### [Saved data entries]
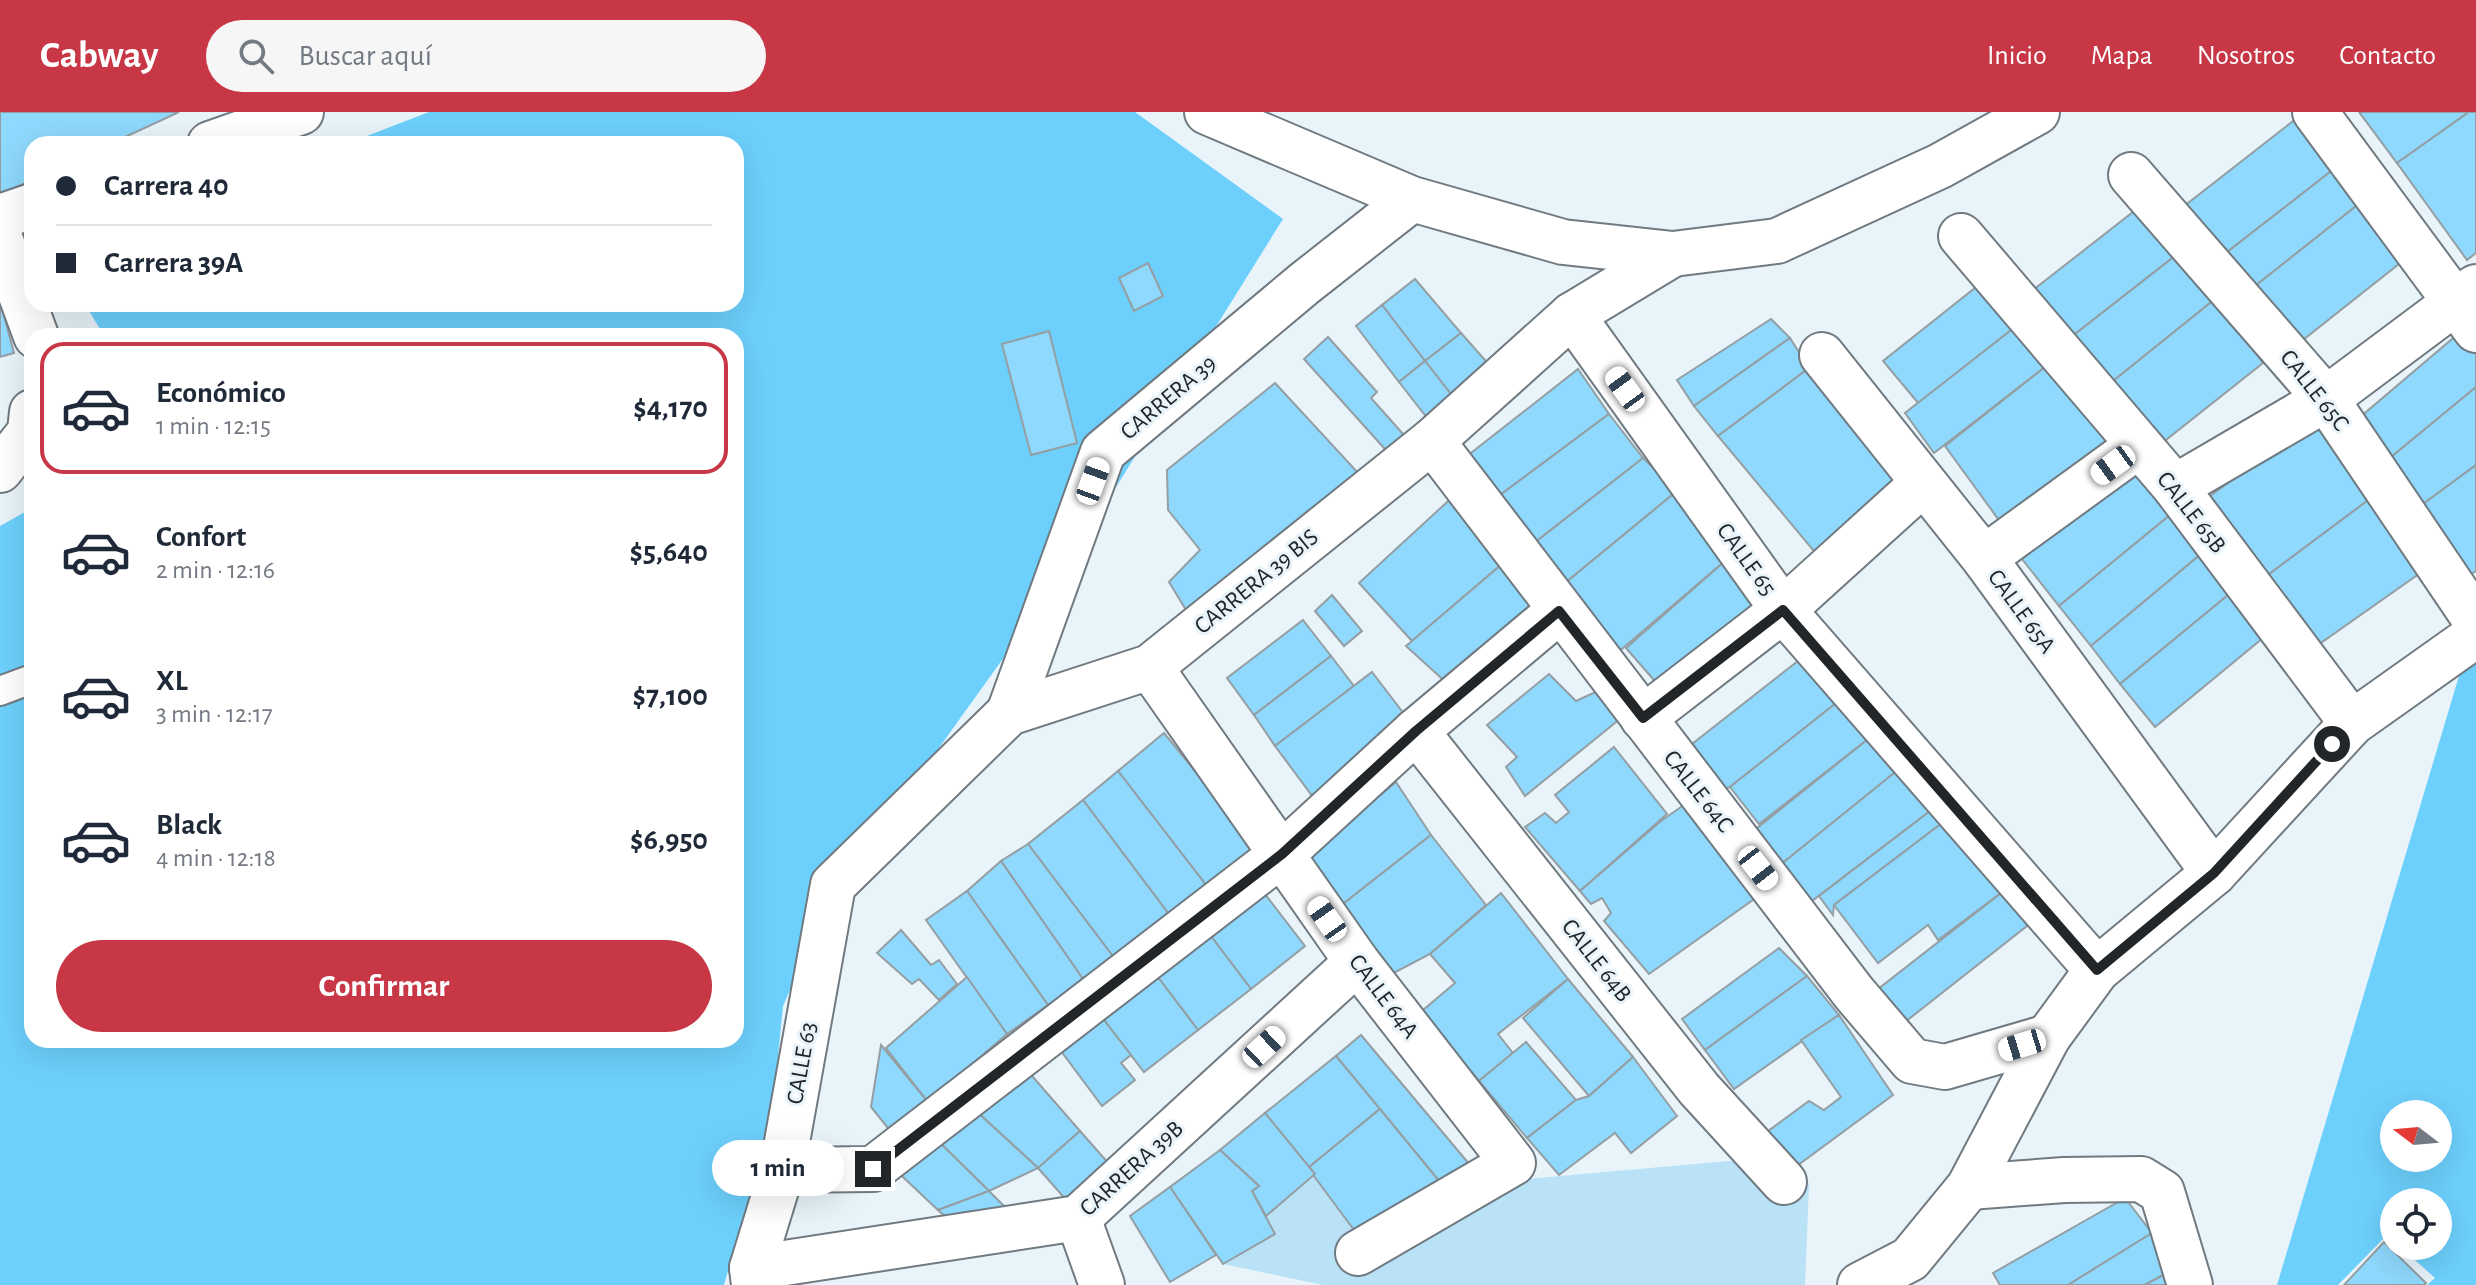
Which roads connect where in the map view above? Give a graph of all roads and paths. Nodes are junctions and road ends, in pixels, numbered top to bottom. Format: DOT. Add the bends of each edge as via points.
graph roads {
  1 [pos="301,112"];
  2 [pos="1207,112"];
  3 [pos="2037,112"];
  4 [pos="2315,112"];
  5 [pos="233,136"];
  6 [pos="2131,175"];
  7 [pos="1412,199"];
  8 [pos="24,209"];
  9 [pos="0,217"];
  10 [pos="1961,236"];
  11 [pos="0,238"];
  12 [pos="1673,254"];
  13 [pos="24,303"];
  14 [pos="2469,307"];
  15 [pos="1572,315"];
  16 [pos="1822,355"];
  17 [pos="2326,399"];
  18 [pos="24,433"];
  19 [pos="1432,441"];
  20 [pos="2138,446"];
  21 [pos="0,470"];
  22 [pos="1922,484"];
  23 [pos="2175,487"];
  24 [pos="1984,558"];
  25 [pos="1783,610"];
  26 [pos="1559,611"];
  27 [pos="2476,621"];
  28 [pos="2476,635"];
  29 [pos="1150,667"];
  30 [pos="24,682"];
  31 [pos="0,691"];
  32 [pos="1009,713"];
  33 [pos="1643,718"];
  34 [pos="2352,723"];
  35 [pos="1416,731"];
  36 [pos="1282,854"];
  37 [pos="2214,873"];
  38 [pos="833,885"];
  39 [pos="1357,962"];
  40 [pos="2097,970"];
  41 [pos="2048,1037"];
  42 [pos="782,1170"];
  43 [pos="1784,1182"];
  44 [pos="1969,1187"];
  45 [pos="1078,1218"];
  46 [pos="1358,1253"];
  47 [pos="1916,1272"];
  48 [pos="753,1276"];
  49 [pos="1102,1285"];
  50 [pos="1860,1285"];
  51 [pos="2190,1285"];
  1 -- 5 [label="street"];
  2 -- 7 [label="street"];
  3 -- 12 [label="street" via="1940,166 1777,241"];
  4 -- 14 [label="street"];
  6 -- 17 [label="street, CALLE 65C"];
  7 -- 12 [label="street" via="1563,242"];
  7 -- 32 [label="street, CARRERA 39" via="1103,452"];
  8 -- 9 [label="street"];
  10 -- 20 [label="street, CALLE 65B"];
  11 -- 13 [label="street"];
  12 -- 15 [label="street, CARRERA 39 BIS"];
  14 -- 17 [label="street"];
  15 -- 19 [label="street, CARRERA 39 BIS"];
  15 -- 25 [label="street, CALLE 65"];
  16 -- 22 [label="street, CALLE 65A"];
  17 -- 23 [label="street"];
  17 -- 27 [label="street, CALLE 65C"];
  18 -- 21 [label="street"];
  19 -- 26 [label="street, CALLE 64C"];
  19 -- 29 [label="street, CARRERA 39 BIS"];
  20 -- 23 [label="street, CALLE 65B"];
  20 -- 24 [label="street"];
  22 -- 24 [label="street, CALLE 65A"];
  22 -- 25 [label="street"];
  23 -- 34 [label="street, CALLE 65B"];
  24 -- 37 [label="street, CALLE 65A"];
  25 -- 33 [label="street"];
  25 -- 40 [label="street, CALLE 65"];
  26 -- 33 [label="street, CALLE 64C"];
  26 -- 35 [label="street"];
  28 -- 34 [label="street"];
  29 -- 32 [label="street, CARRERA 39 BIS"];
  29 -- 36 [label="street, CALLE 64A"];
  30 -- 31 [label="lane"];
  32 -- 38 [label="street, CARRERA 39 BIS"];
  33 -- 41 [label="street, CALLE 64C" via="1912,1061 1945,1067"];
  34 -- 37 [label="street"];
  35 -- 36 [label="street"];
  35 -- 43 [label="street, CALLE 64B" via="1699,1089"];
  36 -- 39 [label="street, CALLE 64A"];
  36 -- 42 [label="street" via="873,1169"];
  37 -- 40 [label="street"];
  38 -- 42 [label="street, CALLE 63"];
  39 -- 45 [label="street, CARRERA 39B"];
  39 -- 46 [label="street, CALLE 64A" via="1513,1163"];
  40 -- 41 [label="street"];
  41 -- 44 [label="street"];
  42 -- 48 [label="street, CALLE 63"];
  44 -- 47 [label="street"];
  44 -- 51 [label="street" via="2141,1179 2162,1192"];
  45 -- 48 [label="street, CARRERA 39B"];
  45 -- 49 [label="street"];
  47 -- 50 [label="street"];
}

### [Exercise brief]
Bring together all lines of the entries above in which the string "CARRERA" occurs.

### [Answer box]
  7 -- 32 [label="street, CARRERA 39" via="1103,452"];
  12 -- 15 [label="street, CARRERA 39 BIS"];
  15 -- 19 [label="street, CARRERA 39 BIS"];
  19 -- 29 [label="street, CARRERA 39 BIS"];
  29 -- 32 [label="street, CARRERA 39 BIS"];
  32 -- 38 [label="street, CARRERA 39 BIS"];
  39 -- 45 [label="street, CARRERA 39B"];
  45 -- 48 [label="street, CARRERA 39B"];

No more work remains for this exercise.